Friday, January 2, 2009
As many of you already know, Dean can pee in a toilet. In fact he has on many occasions, but due to one thing or another (I don't know what those things are) he is not potty trained yet. We have been seeing the signs of his readiness to use the big boy potty since some time last spring. He knows when he wets or otherwise dirties his diapers. He tells us before he does it, while he's doing it, and after. He hates (always has) to be in a dirty diaper. He finds the toilet, toilet paper, and process of hand washing to be a fantastic adventure. One such adventure led to an entire roll of paper in the toilet recently...while we had company for Christmas. He is beyond ready to make the switch.
Today in his latest demonstration of wit, charm, and general awareness of all things potty he set the mark a little higher. We went through our general nap time routine and I left him to drift off into a slumber. He has actually been drifting off into a slumber regularly for almost a month now at both nap time and bedtime. Today he did not drift off. I could hear him doing God knows what as I nursed Jack in dumb hope that they would actually both be asleep at the same time. Finally, I went to check on his mischief. As I peeked under his door one thing stood out as odd. The dirty diaper that was haphazardly placed in my line of sight. Then I spotted his tiny feet as he pranced in circles near said diaper. The one that threw me for a loop though was his bum which was halfway covered with a pull up. That's odd.

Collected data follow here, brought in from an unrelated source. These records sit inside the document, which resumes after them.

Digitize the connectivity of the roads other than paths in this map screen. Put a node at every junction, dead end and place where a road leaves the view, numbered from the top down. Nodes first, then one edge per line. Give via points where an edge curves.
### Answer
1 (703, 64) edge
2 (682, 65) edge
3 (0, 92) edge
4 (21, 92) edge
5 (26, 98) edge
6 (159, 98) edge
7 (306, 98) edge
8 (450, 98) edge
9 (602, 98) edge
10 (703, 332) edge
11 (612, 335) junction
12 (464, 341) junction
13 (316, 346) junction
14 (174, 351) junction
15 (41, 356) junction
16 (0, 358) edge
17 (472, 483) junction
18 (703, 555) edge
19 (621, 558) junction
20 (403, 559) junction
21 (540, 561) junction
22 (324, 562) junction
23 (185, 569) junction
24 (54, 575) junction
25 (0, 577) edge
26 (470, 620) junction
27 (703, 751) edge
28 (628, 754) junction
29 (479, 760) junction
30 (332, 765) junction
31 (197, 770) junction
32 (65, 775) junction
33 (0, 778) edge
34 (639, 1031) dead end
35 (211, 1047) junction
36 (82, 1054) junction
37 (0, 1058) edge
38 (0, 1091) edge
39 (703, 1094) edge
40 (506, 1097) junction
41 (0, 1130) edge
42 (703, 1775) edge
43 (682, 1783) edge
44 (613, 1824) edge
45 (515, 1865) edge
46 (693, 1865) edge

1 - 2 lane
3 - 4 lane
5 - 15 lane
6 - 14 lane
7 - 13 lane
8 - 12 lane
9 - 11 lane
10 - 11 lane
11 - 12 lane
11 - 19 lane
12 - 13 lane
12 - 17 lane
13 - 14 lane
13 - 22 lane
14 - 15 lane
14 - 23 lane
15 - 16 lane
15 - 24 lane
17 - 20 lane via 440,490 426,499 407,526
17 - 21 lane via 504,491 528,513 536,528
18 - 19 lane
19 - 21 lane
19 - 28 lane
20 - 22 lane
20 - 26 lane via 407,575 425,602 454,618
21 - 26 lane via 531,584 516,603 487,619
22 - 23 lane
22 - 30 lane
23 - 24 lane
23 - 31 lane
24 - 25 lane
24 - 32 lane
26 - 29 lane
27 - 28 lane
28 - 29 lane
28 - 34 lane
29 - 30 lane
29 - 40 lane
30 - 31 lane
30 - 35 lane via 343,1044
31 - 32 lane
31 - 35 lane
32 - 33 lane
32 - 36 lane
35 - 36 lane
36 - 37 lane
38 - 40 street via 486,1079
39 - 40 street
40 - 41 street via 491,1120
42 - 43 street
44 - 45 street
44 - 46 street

I wonder if daddy put a pull up on while I was gone. No wait, I took him to the potty before I put him down for his nap and put on a diaper. I distinctly remember putting on a diaper because he'd just be sleeping anyway.
When I opened the door I was greeted with a hearty "I go poo poo!" In Dean talk that could mean he's pooped, peed, or sneezed a juicy sneeze. I frantically looked for all signs of poo poo and was relieved to find a diaper that was full of urine only. The little tyke peed in his diaper (immediately after mentioned trip to big boy potty) and then decided to change his own diaper.
A clear sign that your child is ready to use the big boy potty. HE CHANGES HIS OWN DIAPER.